Doença pode evoluir por anos sem sintomas; especialista alerta para os hábitos que aumentam o risco e explica quando é hora de procurar avaliação médica
Passar horas sentado, consumir alimentos ultraprocessados com frequência, dormir pouco e deixar a atividade física de lado são hábitos comuns que podem comprometer a saúde cardiovascular. Embora a hipertensão arterial ainda seja mais frequente entre idosos, médicos têm observado um aumento de fatores de risco e de casos da doença em adultos jovens, um cenário que reforça a importância da prevenção antes mesmo do surgimento dos primeiros sintomas.
Segundo o cardiologista Dr.
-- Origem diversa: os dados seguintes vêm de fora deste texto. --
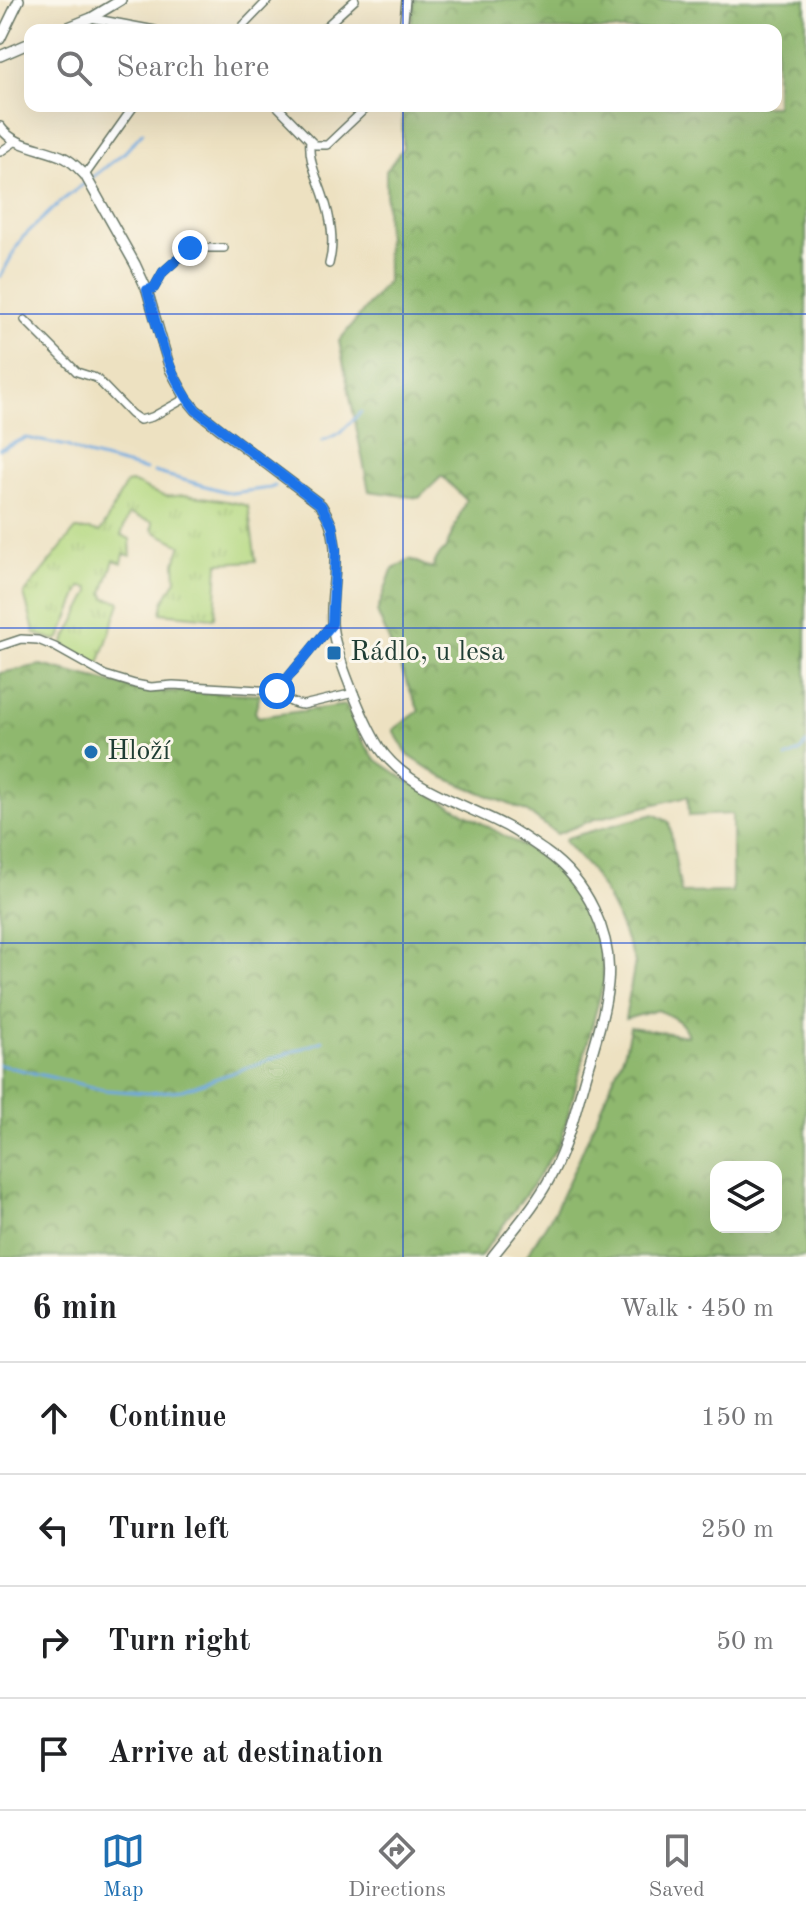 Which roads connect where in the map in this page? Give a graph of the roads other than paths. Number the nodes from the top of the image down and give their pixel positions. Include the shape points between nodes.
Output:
1 (19, 0) edge
2 (121, 0) edge
3 (268, 0) edge
4 (355, 0) edge
5 (406, 0) edge
6 (91, 18) junction
7 (76, 24) edge
8 (123, 24) edge
9 (245, 24) edge
10 (329, 24) edge
11 (404, 24) edge
12 (0, 39) edge
13 (24, 46) edge
14 (0, 56) edge
15 (130, 112) edge
16 (283, 112) edge
17 (362, 112) edge
18 (0, 127) edge
19 (310, 140) junction
20 (16, 141) junction
21 (0, 152) edge
22 (85, 175) junction
23 (224, 248) dead end
24 (329, 264) dead end
25 (147, 290) junction
26 (25, 320) dead end
27 (186, 398) junction
28 (332, 624) junction
29 (0, 646) edge
30 (277, 691) junction
31 (354, 693) junction
32 (492, 1257) edge

1 - 12 street
2 - 6 street
3 - 9 street
4 - 10 street
5 - 11 street
6 - 7 street
6 - 8 street
13 - 14 street
15 - 22 street
16 - 19 street
17 - 19 street via 327,145
18 - 20 street
19 - 24 street via 308,153 331,231
20 - 21 street
20 - 22 street via 63,157
22 - 25 street
23 - 25 street via 190,248
25 - 27 street via 170,369
26 - 27 street via 77,372 96,378 140,420
27 - 28 street via 328,515 336,550
28 - 30 street
28 - 31 street
29 - 30 street via 38,640 105,675 151,687
30 - 31 street via 303,705
31 - 32 street via 380,748 403,774 507,826 546,852 585,891 601,928 608,984 570,1130 539,1198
Danilo Umetsu, do Hospital do Coração de Mato Grosso do Sul, essa mudança tem sido percebida cada vez mais na prática clínica. Além do crescimento de pacientes jovens com hipertensão, também aumentou o número de pessoas que apresentam condições favoráveis ao desenvolvimento precoce da doença.
Entre os principais fatores de risco estão obesidade, especialmente a abdominal, sedentarismo, alimentação rica em sódio e alimentos ultraprocessados, resistência à insulina, síndrome metabólica, privação crônica de sono, estresse psicossocial, consumo excessivo de álcool e, em alguns grupos, uso de anabolizantes e estimulantes.
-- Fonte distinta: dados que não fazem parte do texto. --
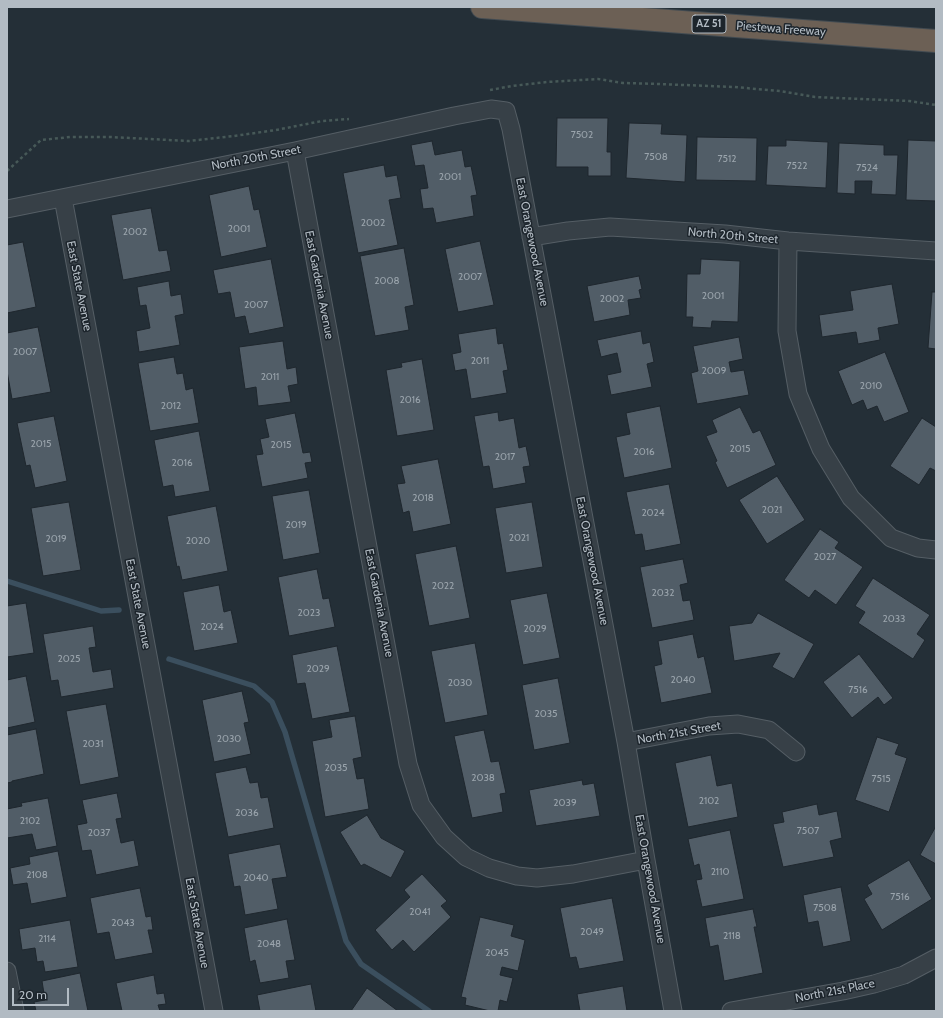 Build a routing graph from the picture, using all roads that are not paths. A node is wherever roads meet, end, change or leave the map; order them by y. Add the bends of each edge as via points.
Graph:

Um dos aspectos que mais preocupam é que a pressão alta pode permanecer silenciosa durante anos.
“Um aspecto particularmente preocupante é que o jovem hipertenso costuma permanecer muitos anos exposto à carga pressórica elevada, assintomático. Isso aumenta o chamado risco cumulativo, favorecendo lesão de órgão-alvo”, explica o cardiologista.
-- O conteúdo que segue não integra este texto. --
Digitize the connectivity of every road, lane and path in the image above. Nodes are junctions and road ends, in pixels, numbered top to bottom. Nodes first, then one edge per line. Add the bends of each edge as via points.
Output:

Segundo o especialista, essa exposição prolongada pode aumentar o risco de infarto, acidente vascular cerebral (AVC), insuficiência cardíaca e fibrilação atrial ao longo da vida.
Hábitos influenciam diretamente a saúde do coração
O sedentarismo é considerado um fator de risco cardiovascular independente. Isso significa que, mesmo sozinho, já contribui para o desenvolvimento de doenças do coração.
De acordo com Dr. Danilo, a falta de atividade física favorece o ganho de peso, o acúmulo de gordura visceral, a resistência à insulina, o aumento da pressão arterial e alterações no colesterol, como a elevação dos triglicerídeos e a redução do HDL, conhecido como colesterol bom.
A obesidade abdominal também interfere no funcionamento do sistema cardiovascular porque a gordura acumulada nessa região libera substâncias inflamatórias que favorecem a elevação da pressão arterial.
A alimentação é outro fator decisivo. O excesso de sódio está entre os principais responsáveis pelo aumento da pressão arterial, enquanto alimentos ultraprocessados concentram grandes quantidades de sal, açúcares, gorduras saturadas e gorduras trans.
“Obesidade, excesso de sódio e consumo de ultraprocessados não apenas elevam a pressão arterial, mas também alteram mecanismos fisiológicos fundamentais de controle cardiovascular”, afirma o cardiologista.
Além da alimentação e da prática de atividade física, dormir bem e controlar o estresse também fazem parte da prevenção. A privação de sono aumenta os níveis de cortisol, favorece a resistência à insulina, estimula o ganho de peso e contribui para alterações metabólicas relacionadas ao risco cardiovascular.
Quando procurar um médico
Adultos jovens sem diagnóstico de hipertensão e sem fatores de risco devem aferir a pressão arterial pelo menos uma vez por ano. Já quem apresenta fatores de risco precisa fazer esse acompanhamento com mais frequência, entre três e seis meses, mesmo sem apresentar sintomas.
O cardiologista destaca que valores acima de 130×80 mmHg já merecem avaliação médica.
Alguns sintomas também exigem atenção imediata, principalmente quando surgem de forma intensa ou repentina. Dor no peito em aperto ou peso, irradiando para a mandíbula ou braço esquerdo, acompanhada de suor frio, vômitos ou falta de ar, deve ser avaliada com urgência.
Também são considerados sinais de alerta falta de ar durante esforços habituais, palpitações recorrentes, desmaios e dor de cabeça súbita e intensa, especialmente quando acompanhada de alteração visual, fraqueza em um dos lados do corpo, dificuldade para falar ou redução do nível de consciência.
Nos casos de elevação leve da pressão arterial e baixo risco cardiovascular, a primeira estratégia costuma ser a mudança de hábitos, com perda de peso, redução do consumo de sal, prática regular de atividade física, diminuição do consumo de álcool, melhora da qualidade do sono e controle do estresse.
Quando o paciente apresenta hipertensão associada a alto risco cardiovascular ou pressão arterial acima de 160×100 mmHg, pode ser necessário iniciar tratamento com medicamentos. Mesmo nesses casos, as mudanças no estilo de vida continuam sendo parte fundamental do controle da doença.